**What needs to be done**
With the pictures omitted, write out the entries that follow exactly as they stand.
Information supplied Block Start
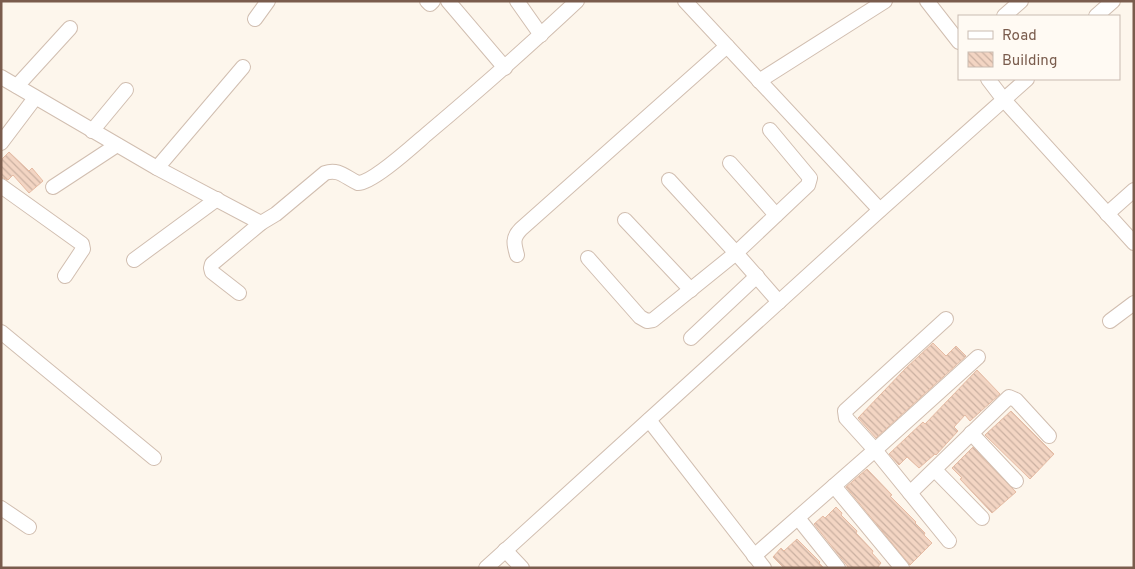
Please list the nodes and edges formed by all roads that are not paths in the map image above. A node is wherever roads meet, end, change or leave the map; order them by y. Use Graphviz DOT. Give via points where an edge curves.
graph roads {
  1 [pos="268,1"];
  2 [pos="427,1"];
  3 [pos="433,1"];
  4 [pos="448,1"];
  5 [pos="517,1"];
  6 [pos="577,1"];
  7 [pos="685,1"];
  8 [pos="885,1"];
  9 [pos="927,1"];
  10 [pos="1021,1"];
  11 [pos="1112,1"];
  12 [pos="1005,15"];
  13 [pos="1097,15"];
  14 [pos="255,19"];
  15 [pos="70,28"];
  16 [pos="541,35"];
  17 [pos="958,41"];
  18 [pos="721,51"];
  19 [pos="243,67"];
  20 [pos="505,68"];
  21 [pos="1,78"];
  22 [pos="759,80"];
  23 [pos="988,80"];
  24 [pos="1026,80"];
  25 [pos="17,86"];
  26 [pos="126,90"];
  27 [pos="35,98"];
  28 [pos="999,104"];
  29 [pos="770,130"];
  30 [pos="92,131"];
  31 [pos="1,143"];
  32 [pos="117,145"];
  33 [pos="730,163"];
  34 [pos="157,168"];
  35 [pos="669,180"];
  36 [pos="1,186"];
  37 [pos="53,188"];
  38 [pos="1134,190"];
  39 [pos="217,199"];
  40 [pos="1107,214"];
  41 [pos="776,215"];
  42 [pos="874,216"];
  43 [pos="625,220"];
  44 [pos="261,224"];
  45 [pos="1134,243"];
  46 [pos="736,253"];
  47 [pos="517,255"];
  48 [pos="588,258"];
  49 [pos="134,260"];
  50 [pos="65,276"];
  51 [pos="757,276"];
  52 [pos="691,290"];
  53 [pos="239,292"];
  54 [pos="779,302"];
  55 [pos="1134,303"];
  56 [pos="946,319"];
  57 [pos="1110,320"];
  58 [pos="1,332"];
  59 [pos="691,338"];
  60 [pos="978,357"];
  61 [pos="649,420"];
  62 [pos="971,433"];
  63 [pos="1049,436"];
  64 [pos="875,450"];
  65 [pos="154,458"];
  66 [pos="935,470"];
  67 [pos="1016,481"];
  68 [pos="834,486"];
  69 [pos="910,493"];
  70 [pos="1,508"];
  71 [pos="798,518"];
  72 [pos="982,518"];
  73 [pos="29,527"];
  74 [pos="949,541"];
  75 [pos="505,550"];
  76 [pos="754,556"];
  77 [pos="486,568"];
  78 [pos="522,568"];
  79 [pos="764,568"];
  80 [pos="838,568"];
  81 [pos="902,568"];
  1 -- 14 [label="street"];
  2 -- 3 [label="street" via="430,4"];
  4 -- 20 [label="street"];
  5 -- 16 [label="street"];
  6 -- 16 [label="street"];
  7 -- 18 [label="street"];
  8 -- 22 [label="street"];
  9 -- 17 [label="street"];
  10 -- 12 [label="street"];
  11 -- 13 [label="street"];
  15 -- 25 [label="street"];
  16 -- 20 [label="street"];
  18 -- 22 [label="street"];
  18 -- 47 [label="street" via="520,229 513,242"];
  19 -- 34 [label="street"];
  20 -- 44 [label="street" via="370,179 358,183 336,172 325,174"];
  21 -- 25 [label="street"];
  22 -- 42 [label="street"];
  23 -- 28 [label="street"];
  24 -- 28 [label="street"];
  25 -- 27 [label="street"];
  26 -- 30 [label="street"];
  27 -- 30 [label="street"];
  27 -- 31 [label="street"];
  28 -- 40 [label="street"];
  28 -- 42 [label="street"];
  29 -- 41 [label="street" via="810,178 808,185"];
  30 -- 32 [label="street"];
  32 -- 34 [label="street"];
  32 -- 37 [label="street"];
  33 -- 41 [label="street"];
  34 -- 39 [label="street"];
  35 -- 46 [label="street"];
  36 -- 50 [label="street" via="82,244 83,249"];
  38 -- 40 [label="street"];
  39 -- 44 [label="street"];
  39 -- 49 [label="street"];
  40 -- 45 [label="street"];
  41 -- 46 [label="street"];
  42 -- 54 [label="street"];
  43 -- 52 [label="street"];
  44 -- 53 [label="street" via="210,268"];
  46 -- 51 [label="street"];
  46 -- 52 [label="street"];
  48 -- 52 [label="street" via="647,321 653,320"];
  51 -- 54 [label="street"];
  51 -- 59 [label="street"];
  54 -- 61 [label="street"];
  55 -- 57 [label="street"];
  56 -- 64 [label="street" via="846,408 846,418"];
  58 -- 65 [label="street"];
  60 -- 64 [label="street"];
  61 -- 75 [label="street"];
  61 -- 76 [label="street"];
  62 -- 63 [label="street" via="1009,397 1016,400"];
  62 -- 66 [label="street"];
  62 -- 67 [label="street"];
  64 -- 68 [label="street"];
  64 -- 69 [label="street"];
  66 -- 69 [label="street"];
  66 -- 72 [label="street"];
  68 -- 71 [label="street"];
  68 -- 81 [label="street"];
  69 -- 74 [label="street"];
  70 -- 73 [label="street"];
  71 -- 76 [label="street"];
  71 -- 80 [label="street"];
  75 -- 77 [label="street"];
  75 -- 78 [label="street"];
  76 -- 79 [label="street"];
}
Information supplied Block End
**Output**
Please list the nodes and edges formed by all roads that are not paths in the map image above. A node is wherever roads meet, end, change or leave the map; order them by y. Use Graphviz DOT. Give via points where an edge curves.
graph roads {
  1 [pos="268,1"];
  2 [pos="427,1"];
  3 [pos="433,1"];
  4 [pos="448,1"];
  5 [pos="517,1"];
  6 [pos="577,1"];
  7 [pos="685,1"];
  8 [pos="885,1"];
  9 [pos="927,1"];
  10 [pos="1021,1"];
  11 [pos="1112,1"];
  12 [pos="1005,15"];
  13 [pos="1097,15"];
  14 [pos="255,19"];
  15 [pos="70,28"];
  16 [pos="541,35"];
  17 [pos="958,41"];
  18 [pos="721,51"];
  19 [pos="243,67"];
  20 [pos="505,68"];
  21 [pos="1,78"];
  22 [pos="759,80"];
  23 [pos="988,80"];
  24 [pos="1026,80"];
  25 [pos="17,86"];
  26 [pos="126,90"];
  27 [pos="35,98"];
  28 [pos="999,104"];
  29 [pos="770,130"];
  30 [pos="92,131"];
  31 [pos="1,143"];
  32 [pos="117,145"];
  33 [pos="730,163"];
  34 [pos="157,168"];
  35 [pos="669,180"];
  36 [pos="1,186"];
  37 [pos="53,188"];
  38 [pos="1134,190"];
  39 [pos="217,199"];
  40 [pos="1107,214"];
  41 [pos="776,215"];
  42 [pos="874,216"];
  43 [pos="625,220"];
  44 [pos="261,224"];
  45 [pos="1134,243"];
  46 [pos="736,253"];
  47 [pos="517,255"];
  48 [pos="588,258"];
  49 [pos="134,260"];
  50 [pos="65,276"];
  51 [pos="757,276"];
  52 [pos="691,290"];
  53 [pos="239,292"];
  54 [pos="779,302"];
  55 [pos="1134,303"];
  56 [pos="946,319"];
  57 [pos="1110,320"];
  58 [pos="1,332"];
  59 [pos="691,338"];
  60 [pos="978,357"];
  61 [pos="649,420"];
  62 [pos="971,433"];
  63 [pos="1049,436"];
  64 [pos="875,450"];
  65 [pos="154,458"];
  66 [pos="935,470"];
  67 [pos="1016,481"];
  68 [pos="834,486"];
  69 [pos="910,493"];
  70 [pos="1,508"];
  71 [pos="798,518"];
  72 [pos="982,518"];
  73 [pos="29,527"];
  74 [pos="949,541"];
  75 [pos="505,550"];
  76 [pos="754,556"];
  77 [pos="486,568"];
  78 [pos="522,568"];
  79 [pos="764,568"];
  80 [pos="838,568"];
  81 [pos="902,568"];
  1 -- 14 [label="street"];
  2 -- 3 [label="street" via="430,4"];
  4 -- 20 [label="street"];
  5 -- 16 [label="street"];
  6 -- 16 [label="street"];
  7 -- 18 [label="street"];
  8 -- 22 [label="street"];
  9 -- 17 [label="street"];
  10 -- 12 [label="street"];
  11 -- 13 [label="street"];
  15 -- 25 [label="street"];
  16 -- 20 [label="street"];
  18 -- 22 [label="street"];
  18 -- 47 [label="street" via="520,229 513,242"];
  19 -- 34 [label="street"];
  20 -- 44 [label="street" via="370,179 358,183 336,172 325,174"];
  21 -- 25 [label="street"];
  22 -- 42 [label="street"];
  23 -- 28 [label="street"];
  24 -- 28 [label="street"];
  25 -- 27 [label="street"];
  26 -- 30 [label="street"];
  27 -- 30 [label="street"];
  27 -- 31 [label="street"];
  28 -- 40 [label="street"];
  28 -- 42 [label="street"];
  29 -- 41 [label="street" via="810,178 808,185"];
  30 -- 32 [label="street"];
  32 -- 34 [label="street"];
  32 -- 37 [label="street"];
  33 -- 41 [label="street"];
  34 -- 39 [label="street"];
  35 -- 46 [label="street"];
  36 -- 50 [label="street" via="82,244 83,249"];
  38 -- 40 [label="street"];
  39 -- 44 [label="street"];
  39 -- 49 [label="street"];
  40 -- 45 [label="street"];
  41 -- 46 [label="street"];
  42 -- 54 [label="street"];
  43 -- 52 [label="street"];
  44 -- 53 [label="street" via="210,268"];
  46 -- 51 [label="street"];
  46 -- 52 [label="street"];
  48 -- 52 [label="street" via="647,321 653,320"];
  51 -- 54 [label="street"];
  51 -- 59 [label="street"];
  54 -- 61 [label="street"];
  55 -- 57 [label="street"];
  56 -- 64 [label="street" via="846,408 846,418"];
  58 -- 65 [label="street"];
  60 -- 64 [label="street"];
  61 -- 75 [label="street"];
  61 -- 76 [label="street"];
  62 -- 63 [label="street" via="1009,397 1016,400"];
  62 -- 66 [label="street"];
  62 -- 67 [label="street"];
  64 -- 68 [label="street"];
  64 -- 69 [label="street"];
  66 -- 69 [label="street"];
  66 -- 72 [label="street"];
  68 -- 71 [label="street"];
  68 -- 81 [label="street"];
  69 -- 74 [label="street"];
  70 -- 73 [label="street"];
  71 -- 76 [label="street"];
  71 -- 80 [label="street"];
  75 -- 77 [label="street"];
  75 -- 78 [label="street"];
  76 -- 79 [label="street"];
}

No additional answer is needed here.